Most times, when we talk about the correlation between $X$ and $Y$ , knowingly or not, we mean unconditional correlation. This is the correlation between two variables without considering any additional or contextual factors. As such, it describes their relationship “in general.” In my previous post, I illustrated several ways to measure such unconditional correlations, including the well-known Spearman correlation coefficient.

In some cases, however, we like to go one step further and consider contextual factors. This is where conditional correlation comes in. It considers the influence of one or more additional variables when measuring the relationship between $X$ and $Y$ . Thus, it provides information on how their relationship changes under specific conditions.
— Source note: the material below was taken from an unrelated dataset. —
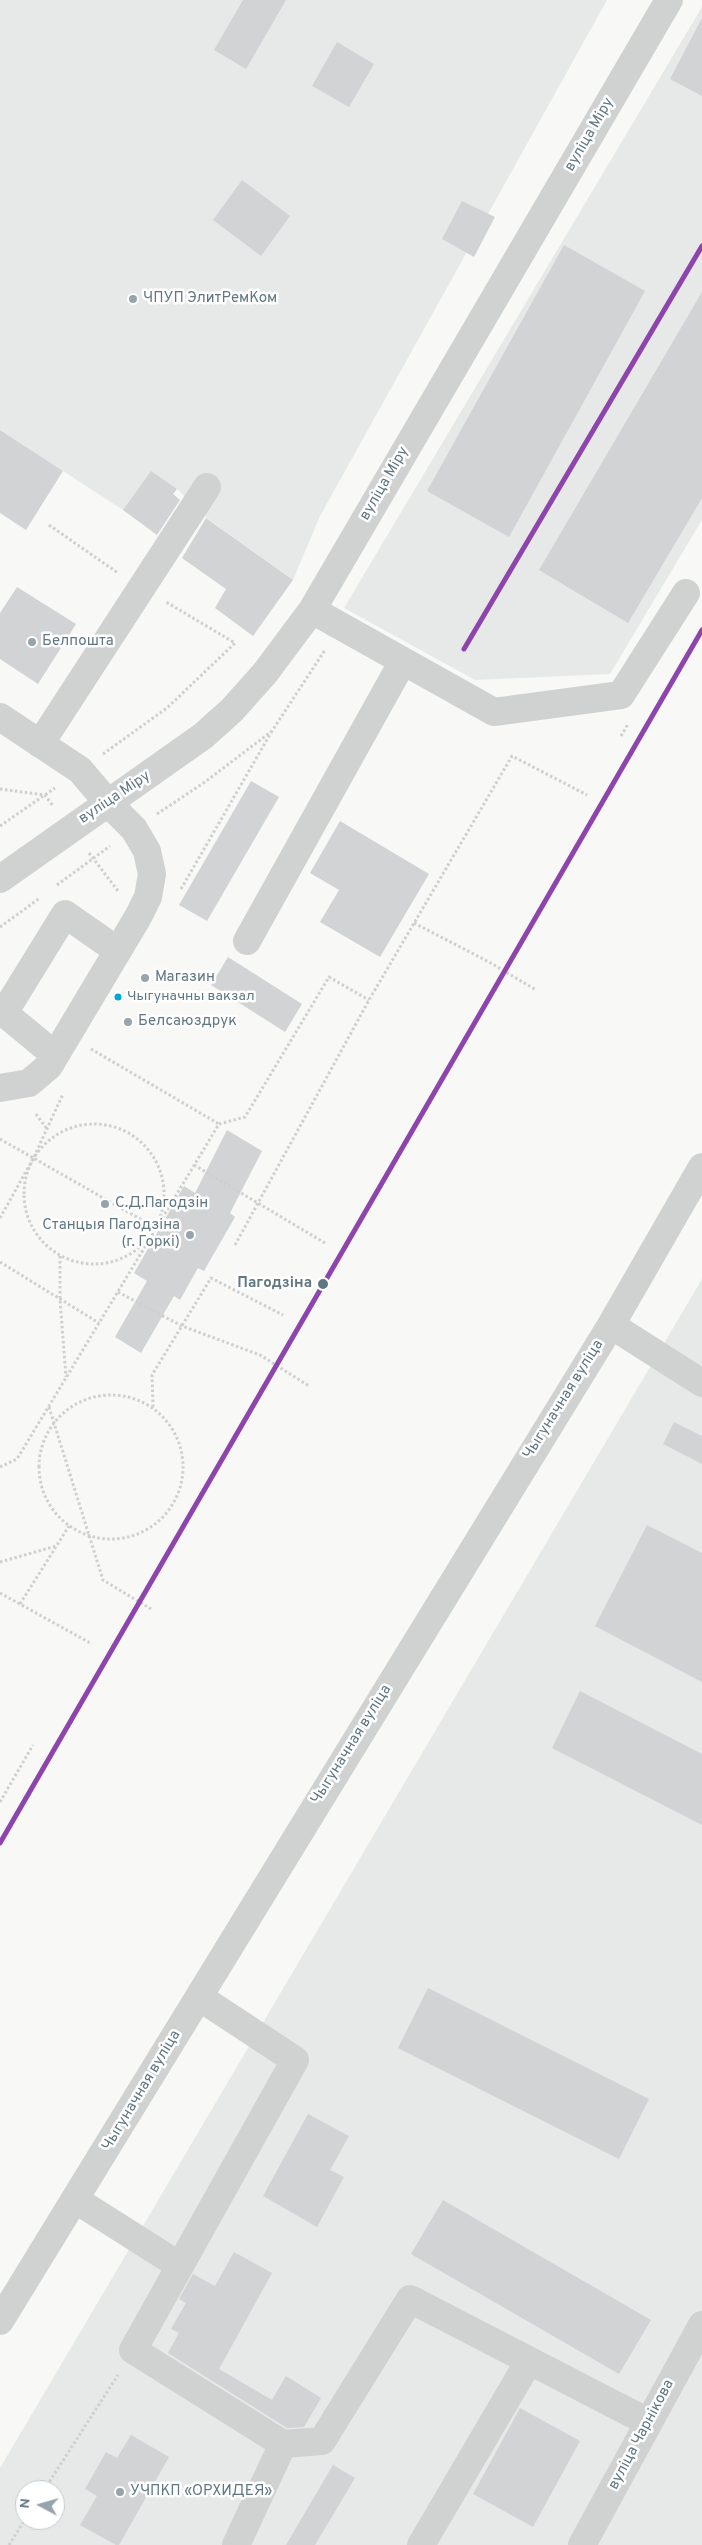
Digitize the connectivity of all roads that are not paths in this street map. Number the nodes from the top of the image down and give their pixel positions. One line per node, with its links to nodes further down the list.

Conditional correlation is hard (pun intended); it’s even NP-hard in some contexts.

Under certain assumptions, it might be possible to go from conditional to unconditional correlation. Simplifying the example above, let’s say that $Z$ (parental education) can take on two values—low and high. If we have measures of the correlation between $X$ and $Y$ for each of these values (i.e., for families with low and high parental education), we can weigh these by their relative proportion and arrive at an estimate of the unconditional correlation between $X$ and $Y$ .

To answer my own question above, it’s difficult to say that one is always better than the other. It really depends on your goal. If you want to know how $X$ and $Y$ vary in general, unconditional correlation is your friend; if, instead, you are interested in incorporating contextual information or simply controlling for other factors, you really want conditional correlation. My take is that most often we are after conditional correlations but use tools for measuring unconditional ones.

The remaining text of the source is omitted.